Keywords

1 Introduction

Fig. 1.
figure 1

Colorization results of some natural images

Colorizing grayscale images seems impossible because so much information (two out of three dimensions) has been lost. However, the semantics of the image provides meaningful information such as the sky is typically blue, the clouds are typically white. We can not recover the ground truth color, so we try to produce plausible results. Traditional approaches require significant user interaction to produce plausive colorization results while deep learning approaches have provided automatic methods with outstanding results recently. But deep learning models are still facing the problems of color bleeding and desaturation. The deep learning model of Iizuka et al. [1] provides good results and is currently one of the best colorization models; however, the colorized images are not vibrant. Beside local features and global features (classification information) like the model of Iizuka et al. [1], we add Canny edge information. Local features are computed from small patches, provide information about low level to middle level of the images. Global features include classification information and Canny edge information. Classification information helps the model to know if the image is about forest or sea, indoors or outdoors, etc., while Canny edge information helps the model to reduce color bleeding over object boundaries. We will show that the model with edge information outperforms the model without edge information (Fig. 1).

Our contributions in this paper are in two areas. First, we adjust the model of Iizuka et al. [1] at some layers and introduce edge detection network that helps reduce color bleeding. Second, we change the input of the MSE loss function to make the colorization results more vibrant.

2 Related Work

Traditional approaches fall into two categories: scribble-based and transfer-based. Scribble-based methods, introduced by Levin et al. [2], require user to input color scribbles then solve a quadratic cost function derived from differences of intensities between a pixel and its neighboring pixels. It is assumed that adjacent pixels with similar luminance should have similar color. Huang et al. [3] improve this method by adjusting loss function and images will be processed by edge detection algorithm then each segmented region will be processed by colorization algorithm. Luan et al. [4] use the texture similarity to reduce user interactions.

Transfer-based methods require user to provide reference image(s).

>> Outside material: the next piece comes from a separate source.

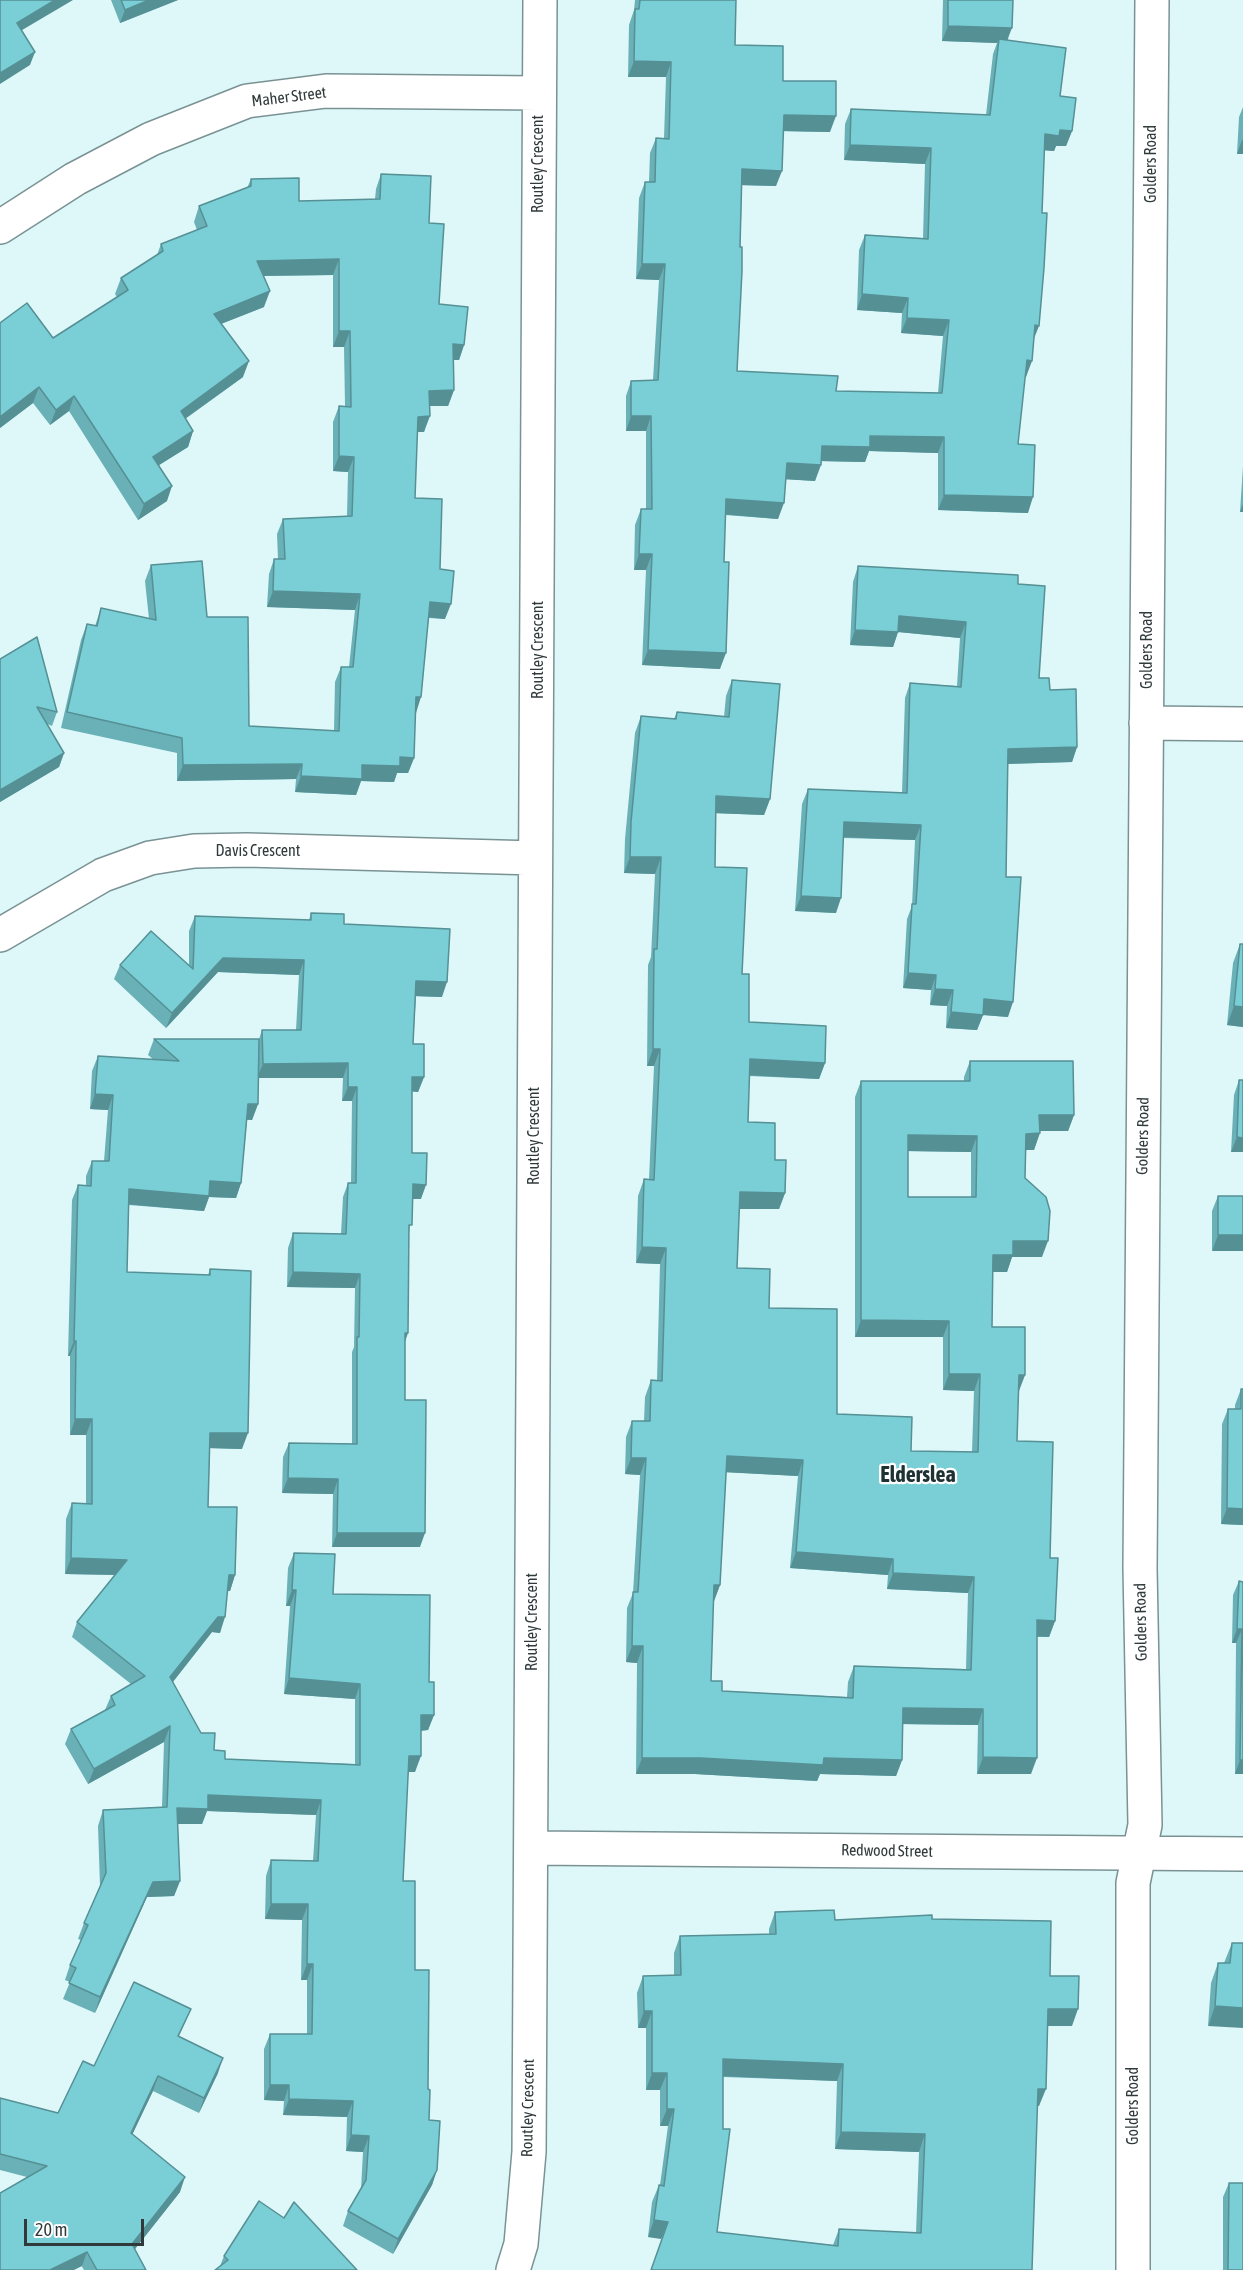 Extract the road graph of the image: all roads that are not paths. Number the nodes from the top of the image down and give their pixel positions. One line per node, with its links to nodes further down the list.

Welsh et al. [5] proposed a technique to colorize grayscale images by creating a set of sample pixels then each pixel in grayscale image will be scanned to find the best matching pixel in the set and transfer chrominance from sample pixel to the target pixel. Finding suitable reference image(s) is difficult for the user so Chia et al. [6] proposed a method that allows user to input the semantic label for each object in the scene then automatically download suitable images from the internet and apply colorization algorithm.

Recently, Larson et al. [7] proposed automatic colorization method based on deep convolutional neural network. They treat the problem as classification instead of regression and modify VGG-16 model to predict hue and chroma distributions for each pixel. Zhang et al. [8] proposed simple CNN architecture but they introduce annealed-mean to keep the vibrancy of the mode while maintaining the spatial coherence of the mean of the distribution. Iizuka et al. [1] introduce CNN architecture where global and local features are learned in parallel. They introduce fusion layer to fuse global and local features efficiently to achieve proper colorization results.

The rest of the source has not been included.